God’s tattoo is probably similar to Ptolemy’s, only He turns the meaning on its head. While Ptolemy and others were running around, flaunting their devotion to their god, Yahweh tattooed your name on his hands to show His devotion to you. God is so committed to you that He has carved your name into the palms of His hands. Because God is all about permanency, and He’s not afraid of getting a tattoo to prove it.

This image of God’s tattoo becomes even more powerful when we understand the spiritual state of the people for whom it was first given.
Here’s a few of Isaiah’s own own words:

“How the faithful city has become a whore” (1:21)
“You have burdened me with your sins; you have wearied me with your iniquities” (43:24)
“But you…sons of the sorceress, offspring of the adulterer and the loose woman” (57:3)
“You who burn with lust among the oaks, under every green tree, who slaughter your children in the valleys” (57:5)
“Their feet run to evil, and they are swift to shed innocent blood” (59:7)

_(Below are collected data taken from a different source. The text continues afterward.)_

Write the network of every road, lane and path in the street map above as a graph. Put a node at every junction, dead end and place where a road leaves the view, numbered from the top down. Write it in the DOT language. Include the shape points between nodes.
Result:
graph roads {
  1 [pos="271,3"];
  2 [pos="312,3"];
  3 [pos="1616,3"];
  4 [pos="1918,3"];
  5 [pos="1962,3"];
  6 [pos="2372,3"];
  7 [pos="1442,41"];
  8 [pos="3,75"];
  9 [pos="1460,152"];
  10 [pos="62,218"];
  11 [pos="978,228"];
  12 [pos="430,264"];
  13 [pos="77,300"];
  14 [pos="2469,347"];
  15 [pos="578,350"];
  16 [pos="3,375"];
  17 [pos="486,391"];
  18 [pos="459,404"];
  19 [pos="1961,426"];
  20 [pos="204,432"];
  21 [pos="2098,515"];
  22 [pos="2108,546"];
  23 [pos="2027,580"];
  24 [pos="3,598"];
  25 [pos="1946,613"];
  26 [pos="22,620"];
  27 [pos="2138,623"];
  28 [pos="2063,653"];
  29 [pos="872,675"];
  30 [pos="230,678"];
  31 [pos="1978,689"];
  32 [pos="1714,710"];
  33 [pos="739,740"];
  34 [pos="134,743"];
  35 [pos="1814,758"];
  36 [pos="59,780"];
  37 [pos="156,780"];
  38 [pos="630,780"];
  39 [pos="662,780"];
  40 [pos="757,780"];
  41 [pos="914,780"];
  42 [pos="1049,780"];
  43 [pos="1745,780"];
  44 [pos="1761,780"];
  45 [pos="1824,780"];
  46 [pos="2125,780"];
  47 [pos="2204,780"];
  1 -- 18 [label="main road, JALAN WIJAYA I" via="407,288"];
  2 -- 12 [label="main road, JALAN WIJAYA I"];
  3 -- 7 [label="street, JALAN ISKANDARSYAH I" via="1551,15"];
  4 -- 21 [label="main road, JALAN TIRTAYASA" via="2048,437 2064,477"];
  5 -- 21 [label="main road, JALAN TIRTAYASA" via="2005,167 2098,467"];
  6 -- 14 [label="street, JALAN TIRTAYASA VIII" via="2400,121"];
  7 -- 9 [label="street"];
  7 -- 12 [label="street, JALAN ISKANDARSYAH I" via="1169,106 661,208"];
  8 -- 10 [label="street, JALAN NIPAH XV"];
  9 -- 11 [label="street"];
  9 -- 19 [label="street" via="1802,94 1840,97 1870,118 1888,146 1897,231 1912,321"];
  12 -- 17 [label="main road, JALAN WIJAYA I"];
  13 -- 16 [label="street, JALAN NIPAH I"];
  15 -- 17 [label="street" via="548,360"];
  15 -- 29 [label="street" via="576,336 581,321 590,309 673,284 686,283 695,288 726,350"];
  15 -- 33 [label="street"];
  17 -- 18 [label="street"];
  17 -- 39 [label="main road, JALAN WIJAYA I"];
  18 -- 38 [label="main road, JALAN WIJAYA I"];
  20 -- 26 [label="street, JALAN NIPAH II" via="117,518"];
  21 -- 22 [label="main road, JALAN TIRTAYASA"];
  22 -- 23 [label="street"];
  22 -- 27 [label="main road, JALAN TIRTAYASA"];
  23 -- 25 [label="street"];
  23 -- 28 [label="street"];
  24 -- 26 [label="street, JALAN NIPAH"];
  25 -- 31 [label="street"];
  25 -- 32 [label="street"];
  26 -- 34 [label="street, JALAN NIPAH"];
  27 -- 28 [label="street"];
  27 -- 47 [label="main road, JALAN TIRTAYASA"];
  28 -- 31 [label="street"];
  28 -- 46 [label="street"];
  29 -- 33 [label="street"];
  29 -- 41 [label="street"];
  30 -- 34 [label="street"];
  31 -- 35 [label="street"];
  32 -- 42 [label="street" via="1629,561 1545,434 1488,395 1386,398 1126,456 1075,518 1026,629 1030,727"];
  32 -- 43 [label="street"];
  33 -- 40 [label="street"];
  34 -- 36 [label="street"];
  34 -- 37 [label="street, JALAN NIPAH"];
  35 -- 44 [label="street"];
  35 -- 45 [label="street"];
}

God does mention Israel’s righteousness, but when He does, He compares it to a bloody menstrual rag.

But even though Israel was unlovable, unusable, unworthy of anything but wrath, hatred, and annihilation, she was still the people upon whom the Creator God has set His affection. In the words of Augustine, the church is a whore but she’s also my mother. God would say, Israel is a whore but she’s also my bride. In fact, this is exactly what God says in several prophetic books.

Isaiah 49:16 says that God has Israel’s name tattooed on the palms of his hands and this conveys the idea of permanence and commitment. And—here’s the vital point—God’s commitment to Israel was not and simply could not have been based on any good they have done. God didn’t look at Israel’s menstrual rag and say, “hey, now there’s something that’s beautiful. I’m going to reward them for that.” The same people whom he calls a whore are etched into the palms of His hands. The one who is swift toward evil is hunted down by a Creator who delights in conquering sinners with boundless grace. The people who slaughter their sons are the children of God’s unswerving delight. God hates the sin but loves the sinner—He loves them so much that He will chase them with his free, persistent, and life-transforming grace. And to show them He’s serious, He tattooed their name on His hand.

Still think God loves you because you do your devotions?

God loves you because of God. And God has a one-way love for image bearing masterpieces. God’s tattoo is only one of many ways in which the prophet Isaiah sought to convey His message of unilateral grace. The book of Isaiah radiates with the stunning beauty of grace like a ray of light refracted through a priceless jewel. Meditate on this book. Read it often. Memorize its verses. Explore the rich images that the prophet paints in order to soak us in God’s unconditional love for unlovable people. Do this, and you will never again bank on your own morality to sustain God’s love for you.